“As I say, it’s up to us—or one of us; the room isn’t big enough for two.”

“Go over there and live with them, you mean?”

“That’s it. And since they were your friends before they were mine, you shall have the first chance at it. But if you don’t go, I shall. They need the money. Think it over, and we’ll thresh it out after I come back.”

For some time after Bromley had gone, Philip sat in his reading chair thrilling to his finger-tips. To live under the same roof with Jean; to be with her daily in the close intimacies of the home life; to be able to help her legitimately in the carrying of her heavy burden until the time should come when, his own filial duty discharged and the Trask name cleared, he might persuade her to shift the burden to his shoulders—to his and not to Harry Bromley’s.... There was only one fly in this precious pot of ointment: that saying of Jean’s scarcely an hour old: “I suppose I am like other women. When the time comes—if it ever does come—that I think enough of a man to marry him, I shan’t ask what he has been; only what he is and means to be.” Was she trying to tell him that Bromley was the man?

It was in that hour that the virtuous ego rose to its most self-satisfied height. Jean, wise in the hard school of adversity but innocent as a child in matters touching her soul’s welfare, should be made to see that she must not risk her future happiness by marrying any man who, however lovable, had once shown the weak thread in the fabric of his character and might show it again. It should be his task to make her see it; to convince her that her duty to herself and to her unborn children lay in quite a different direction.

In the levitating exhilaration of this thought the room suddenly became too close and confining to contain him, and he put on his coat and hat and descended to the street. Conscious only of an urge to keep moving, he began to walk aimlessly, through Curtis to Sixteenth Street, past the new opera house now nearing completion, and so on down toward Larimer.

It was in the final block that he saw something that jerked him down out of the clouds and set his feet upon the pavement of the baser realities. In the center of the block was one of the evidences of Denver’s “wide-openness”: a luxurious gambling palace running, like many others in the city of the moment, without let or hindrance from the police. Through the green baize swinging doors, as he was passing, Philip saw an entering figure and recognized it.

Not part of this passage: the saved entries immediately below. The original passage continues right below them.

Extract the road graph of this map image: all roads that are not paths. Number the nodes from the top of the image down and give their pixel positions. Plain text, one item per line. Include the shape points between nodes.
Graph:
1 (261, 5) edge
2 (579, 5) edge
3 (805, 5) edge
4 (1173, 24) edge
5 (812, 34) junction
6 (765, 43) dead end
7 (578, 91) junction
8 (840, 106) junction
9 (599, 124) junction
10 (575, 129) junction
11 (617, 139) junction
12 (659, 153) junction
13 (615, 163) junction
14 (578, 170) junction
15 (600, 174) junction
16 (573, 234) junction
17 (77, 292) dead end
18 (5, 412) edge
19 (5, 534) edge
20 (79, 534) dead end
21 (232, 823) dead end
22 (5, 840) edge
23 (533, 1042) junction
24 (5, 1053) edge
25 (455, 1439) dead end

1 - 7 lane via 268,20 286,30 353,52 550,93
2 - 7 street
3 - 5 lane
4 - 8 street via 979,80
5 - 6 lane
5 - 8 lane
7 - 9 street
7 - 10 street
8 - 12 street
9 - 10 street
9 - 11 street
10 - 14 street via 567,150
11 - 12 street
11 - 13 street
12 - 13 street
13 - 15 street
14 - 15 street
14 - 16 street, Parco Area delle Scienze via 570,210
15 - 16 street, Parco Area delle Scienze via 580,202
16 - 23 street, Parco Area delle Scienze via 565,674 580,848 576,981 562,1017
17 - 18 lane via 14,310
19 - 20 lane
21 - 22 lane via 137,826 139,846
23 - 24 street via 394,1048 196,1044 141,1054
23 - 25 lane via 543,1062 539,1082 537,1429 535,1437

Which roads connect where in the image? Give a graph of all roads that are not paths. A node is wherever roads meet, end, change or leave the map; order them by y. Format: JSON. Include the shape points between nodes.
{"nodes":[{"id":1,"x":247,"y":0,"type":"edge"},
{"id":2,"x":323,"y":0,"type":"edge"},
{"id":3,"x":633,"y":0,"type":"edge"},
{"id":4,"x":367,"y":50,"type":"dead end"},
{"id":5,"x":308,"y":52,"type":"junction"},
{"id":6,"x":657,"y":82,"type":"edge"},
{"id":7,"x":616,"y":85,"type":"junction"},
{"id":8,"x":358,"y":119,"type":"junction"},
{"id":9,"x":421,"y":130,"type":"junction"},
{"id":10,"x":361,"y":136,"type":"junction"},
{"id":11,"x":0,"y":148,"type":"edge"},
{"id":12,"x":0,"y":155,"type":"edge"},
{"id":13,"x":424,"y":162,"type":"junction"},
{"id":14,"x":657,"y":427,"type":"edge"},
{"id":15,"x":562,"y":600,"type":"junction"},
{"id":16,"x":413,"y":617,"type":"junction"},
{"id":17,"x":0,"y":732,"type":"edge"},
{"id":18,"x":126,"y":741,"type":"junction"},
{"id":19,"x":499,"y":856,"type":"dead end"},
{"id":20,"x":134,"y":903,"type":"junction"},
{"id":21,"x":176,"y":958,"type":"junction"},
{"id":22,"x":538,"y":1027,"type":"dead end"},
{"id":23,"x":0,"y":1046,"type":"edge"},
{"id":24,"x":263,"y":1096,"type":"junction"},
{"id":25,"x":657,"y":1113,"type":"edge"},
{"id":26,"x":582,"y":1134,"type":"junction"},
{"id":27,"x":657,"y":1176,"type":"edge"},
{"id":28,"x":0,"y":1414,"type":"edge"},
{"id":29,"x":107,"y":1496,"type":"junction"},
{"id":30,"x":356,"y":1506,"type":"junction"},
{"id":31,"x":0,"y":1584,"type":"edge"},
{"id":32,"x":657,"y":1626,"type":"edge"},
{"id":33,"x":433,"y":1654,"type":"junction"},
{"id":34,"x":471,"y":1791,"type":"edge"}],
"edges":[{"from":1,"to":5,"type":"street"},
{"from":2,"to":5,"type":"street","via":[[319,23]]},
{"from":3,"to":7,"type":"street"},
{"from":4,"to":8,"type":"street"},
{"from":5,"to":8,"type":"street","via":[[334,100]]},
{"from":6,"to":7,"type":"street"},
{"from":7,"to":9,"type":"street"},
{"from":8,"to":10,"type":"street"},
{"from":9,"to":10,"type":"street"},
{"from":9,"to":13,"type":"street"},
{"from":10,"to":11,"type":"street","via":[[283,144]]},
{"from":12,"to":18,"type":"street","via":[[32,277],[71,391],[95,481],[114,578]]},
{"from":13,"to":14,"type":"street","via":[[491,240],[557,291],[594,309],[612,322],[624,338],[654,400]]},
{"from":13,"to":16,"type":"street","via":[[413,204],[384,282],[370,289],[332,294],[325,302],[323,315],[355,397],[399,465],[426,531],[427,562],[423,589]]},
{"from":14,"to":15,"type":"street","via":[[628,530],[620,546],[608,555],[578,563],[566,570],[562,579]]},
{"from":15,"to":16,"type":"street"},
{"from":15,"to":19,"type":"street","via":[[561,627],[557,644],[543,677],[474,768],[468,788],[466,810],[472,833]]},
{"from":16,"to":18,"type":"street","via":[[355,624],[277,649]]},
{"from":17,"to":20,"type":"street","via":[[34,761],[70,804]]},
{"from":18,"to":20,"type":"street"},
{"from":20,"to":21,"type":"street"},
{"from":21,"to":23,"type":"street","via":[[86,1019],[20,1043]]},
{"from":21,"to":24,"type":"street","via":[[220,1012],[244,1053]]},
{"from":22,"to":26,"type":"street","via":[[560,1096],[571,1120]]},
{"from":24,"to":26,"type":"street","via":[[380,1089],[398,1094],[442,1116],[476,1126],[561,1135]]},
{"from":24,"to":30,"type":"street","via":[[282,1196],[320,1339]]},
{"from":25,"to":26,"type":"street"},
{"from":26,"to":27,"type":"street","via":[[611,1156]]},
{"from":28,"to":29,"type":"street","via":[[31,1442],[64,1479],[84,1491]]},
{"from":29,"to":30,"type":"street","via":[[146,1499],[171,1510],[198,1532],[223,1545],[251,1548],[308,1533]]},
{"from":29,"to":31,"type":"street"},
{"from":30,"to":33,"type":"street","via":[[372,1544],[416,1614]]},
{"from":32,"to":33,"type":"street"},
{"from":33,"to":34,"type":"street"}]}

“Jim Garth!” he muttered, and hung upon his heel. He knew that Bromley had been “staking” the big miner from time to time, and had himself refused point blank to join in the contributions, arguing that it was not only good money thrown away, but that it was merely giving a man of ungoverned appetites the means of further degrading himself. But now, in an upsurge of righteous responsibility—the legitimate child of the thoughts he had been entertaining—he was moved to lay a restraining hand upon this weak-willed giant who had toiled with him and Bromley through the bitter winter in the Saguache. Before he realized exactly what he meant to do, or how he should go about it, he had pushed the swinging doors apart and was ascending the softly carpeted stair.

At the top of the stair he found a doorkeeper guard, but with a single appraising glance the man let him pass into the room beyond. For a moment he stood just inside the door, blinking and bewildered. The transition from the cool outdoor air and semi-darkness of the street to the brilliant light and smoke-drenched atmosphere of the crowded upper room dazed him. It was the first time he had ever set foot within a gambling “hell,” and it was some little time before he could force himself to begin a slow circuit of the room in search of Garth.

To the soul inspired by predetermined righteousness the scene was a blasting commentary on the depravity of human nature. The haggard, eager, lusting faces of some of the players contrasting with the blank immobility of others—the seasoned gamblers; the monotonous click of the chips as some nervous amateur ran them through his fingers; the skirling spin of the roulette balls followed by the rat-tat-tat as they came to rest in the red or black.... Philip saw and heard and hastened, with a feeling that if he should linger too long the fell madness of the place might somehow obtain a lodgment in his own brain. He must find Garth quickly and drag him out.